13 WARRANTIES AND REPRESENTATIONS.
13.1 Reciprocal Representations. Each party represents
and warrants to the other that:
13.1.1 Valid Agreement. The execution and delivery of
this Agreement by the officer or representative so doing, and the
consummation of the transactions contemplated hereby, have
been duly authorized by all necessary corporate action by
LICENSOR and LICENSEE and this Agreement is a valid and
binding obligation enforceable against the parties in accordance
with its terms, except to the extent limited by bankruptcy,
insolvency, moratorium and other laws of general application
relating to general equitable principles;
13.1.2 No Conflicts. Nothing herein conflicts with its
rights and obligations pursuant to any agreement by a party and
any other entity; and
13.1.3 Publicity. The parties shall have the right to use
non-confidential information, including but not limited to
information concerning this Agreement, a description of the
other party and its logos, for marketing, sales, technical
assistance, investor relations, disclosure and public relations
purposes, and that information permitted to be disclosed by a
party under this Section 13.1.3 may appear on such party's (or
its subsidiaries'or sublicensees') Internet web site, along with
links to the Internet web sites, and specific pages therefrom, of
the other party and its subsidiaries and sublicensees.
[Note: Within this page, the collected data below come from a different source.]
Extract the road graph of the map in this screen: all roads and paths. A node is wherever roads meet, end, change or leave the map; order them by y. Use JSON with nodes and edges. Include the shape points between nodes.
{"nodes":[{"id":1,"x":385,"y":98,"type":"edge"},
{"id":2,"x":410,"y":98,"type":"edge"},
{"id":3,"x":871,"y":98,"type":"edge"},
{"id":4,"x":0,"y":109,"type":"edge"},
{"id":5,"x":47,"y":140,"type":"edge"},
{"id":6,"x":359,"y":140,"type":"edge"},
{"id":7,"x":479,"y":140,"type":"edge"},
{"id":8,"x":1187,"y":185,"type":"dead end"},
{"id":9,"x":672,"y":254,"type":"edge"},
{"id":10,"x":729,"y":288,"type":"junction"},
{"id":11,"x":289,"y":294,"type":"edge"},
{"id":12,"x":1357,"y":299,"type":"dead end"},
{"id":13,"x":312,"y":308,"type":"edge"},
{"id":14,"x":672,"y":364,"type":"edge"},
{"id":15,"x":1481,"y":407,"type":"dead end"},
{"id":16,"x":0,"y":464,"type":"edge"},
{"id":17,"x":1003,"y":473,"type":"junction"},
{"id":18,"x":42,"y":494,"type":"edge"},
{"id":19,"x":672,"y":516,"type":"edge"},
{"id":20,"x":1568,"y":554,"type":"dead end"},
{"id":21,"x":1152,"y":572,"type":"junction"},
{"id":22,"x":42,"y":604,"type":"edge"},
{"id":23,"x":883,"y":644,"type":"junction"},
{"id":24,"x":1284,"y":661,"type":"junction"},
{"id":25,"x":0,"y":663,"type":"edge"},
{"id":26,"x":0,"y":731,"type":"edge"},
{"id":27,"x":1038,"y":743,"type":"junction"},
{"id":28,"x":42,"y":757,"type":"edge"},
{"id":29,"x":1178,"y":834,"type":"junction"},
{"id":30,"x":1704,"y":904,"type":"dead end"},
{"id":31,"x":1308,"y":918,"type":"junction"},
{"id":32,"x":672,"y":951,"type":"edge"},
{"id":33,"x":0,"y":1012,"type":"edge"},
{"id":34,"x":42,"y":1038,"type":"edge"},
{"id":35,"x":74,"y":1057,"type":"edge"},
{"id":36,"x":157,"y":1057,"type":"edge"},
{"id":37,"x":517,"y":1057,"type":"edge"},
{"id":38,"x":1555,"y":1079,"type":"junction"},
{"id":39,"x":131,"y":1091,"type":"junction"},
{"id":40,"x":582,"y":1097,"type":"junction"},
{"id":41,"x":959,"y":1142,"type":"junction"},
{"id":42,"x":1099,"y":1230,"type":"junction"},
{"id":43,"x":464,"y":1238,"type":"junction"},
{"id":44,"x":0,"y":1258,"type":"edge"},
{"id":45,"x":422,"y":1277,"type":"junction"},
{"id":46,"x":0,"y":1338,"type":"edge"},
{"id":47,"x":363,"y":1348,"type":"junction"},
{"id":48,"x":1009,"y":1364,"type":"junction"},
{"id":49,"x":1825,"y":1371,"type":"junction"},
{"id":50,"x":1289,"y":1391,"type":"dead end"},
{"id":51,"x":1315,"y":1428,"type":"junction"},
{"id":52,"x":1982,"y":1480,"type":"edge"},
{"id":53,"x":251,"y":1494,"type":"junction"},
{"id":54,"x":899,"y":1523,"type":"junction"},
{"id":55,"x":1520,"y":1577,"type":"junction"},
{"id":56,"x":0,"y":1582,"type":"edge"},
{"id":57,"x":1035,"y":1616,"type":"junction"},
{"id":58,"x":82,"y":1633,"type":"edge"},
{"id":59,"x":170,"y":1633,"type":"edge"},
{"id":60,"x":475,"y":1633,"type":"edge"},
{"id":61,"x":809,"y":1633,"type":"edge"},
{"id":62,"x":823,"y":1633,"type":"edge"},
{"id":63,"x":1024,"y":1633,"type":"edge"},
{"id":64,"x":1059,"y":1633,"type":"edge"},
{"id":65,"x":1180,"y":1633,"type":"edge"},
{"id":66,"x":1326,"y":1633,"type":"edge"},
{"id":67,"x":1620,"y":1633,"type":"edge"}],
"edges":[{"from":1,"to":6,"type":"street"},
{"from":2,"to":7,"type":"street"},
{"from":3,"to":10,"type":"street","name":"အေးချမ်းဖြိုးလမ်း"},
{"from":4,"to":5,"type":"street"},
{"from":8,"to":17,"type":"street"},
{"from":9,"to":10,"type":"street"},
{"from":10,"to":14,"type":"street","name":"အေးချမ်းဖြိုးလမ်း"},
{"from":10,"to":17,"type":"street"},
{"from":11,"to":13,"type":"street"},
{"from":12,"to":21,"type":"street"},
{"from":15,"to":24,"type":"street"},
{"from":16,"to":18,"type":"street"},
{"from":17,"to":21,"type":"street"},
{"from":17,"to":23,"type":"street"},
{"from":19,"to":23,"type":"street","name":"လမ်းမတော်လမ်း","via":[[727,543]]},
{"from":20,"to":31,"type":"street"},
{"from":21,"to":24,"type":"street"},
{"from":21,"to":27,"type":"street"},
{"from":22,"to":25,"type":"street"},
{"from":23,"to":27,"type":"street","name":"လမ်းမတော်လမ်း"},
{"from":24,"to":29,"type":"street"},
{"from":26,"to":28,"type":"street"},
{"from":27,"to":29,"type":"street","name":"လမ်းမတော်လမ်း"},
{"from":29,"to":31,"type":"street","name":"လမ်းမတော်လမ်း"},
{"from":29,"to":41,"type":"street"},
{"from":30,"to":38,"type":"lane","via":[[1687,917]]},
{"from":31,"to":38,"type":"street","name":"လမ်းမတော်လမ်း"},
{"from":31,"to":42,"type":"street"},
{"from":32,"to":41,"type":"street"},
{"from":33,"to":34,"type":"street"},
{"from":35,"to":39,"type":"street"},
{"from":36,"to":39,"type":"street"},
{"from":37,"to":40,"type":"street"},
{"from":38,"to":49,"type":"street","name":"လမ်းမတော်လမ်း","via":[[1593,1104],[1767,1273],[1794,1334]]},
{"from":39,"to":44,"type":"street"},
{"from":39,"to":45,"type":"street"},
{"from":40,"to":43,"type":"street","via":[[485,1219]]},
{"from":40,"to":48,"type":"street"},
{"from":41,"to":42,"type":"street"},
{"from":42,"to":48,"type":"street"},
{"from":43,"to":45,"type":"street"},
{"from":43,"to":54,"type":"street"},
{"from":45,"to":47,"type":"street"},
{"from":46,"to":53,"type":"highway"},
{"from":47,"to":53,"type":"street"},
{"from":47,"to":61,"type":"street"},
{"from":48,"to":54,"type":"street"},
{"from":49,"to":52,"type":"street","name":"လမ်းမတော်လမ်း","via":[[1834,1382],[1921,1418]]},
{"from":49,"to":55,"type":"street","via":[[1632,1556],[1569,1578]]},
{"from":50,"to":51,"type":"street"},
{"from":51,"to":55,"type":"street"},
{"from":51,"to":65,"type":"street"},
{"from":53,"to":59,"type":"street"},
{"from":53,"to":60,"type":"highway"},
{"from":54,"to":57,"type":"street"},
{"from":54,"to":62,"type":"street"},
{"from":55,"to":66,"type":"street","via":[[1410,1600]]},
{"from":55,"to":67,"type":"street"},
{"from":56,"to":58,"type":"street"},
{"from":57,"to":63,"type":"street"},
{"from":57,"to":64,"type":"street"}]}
13.2 LICENSOR Representations. LICENSOR represents
and warrants, for the benefit of LICENSEE, that:
13.2.1 Title. As of the date hereof, LICENSOR represents
and warrants that it has the right to convey the rights and
licenses granted by this Agreement, and otherwise to perform its
obligations under this Agreement. LICENSOR has caused its
employees who are employed to do research, development, or
other inventive work to disclose to it any invention or
information within the scope of this Agreement and to assign to
it rights in such inventions and information in order that
LICENSEE shall receive, by virtue of this Agreement, the
licenses granted to it under Section 2.1 hereof.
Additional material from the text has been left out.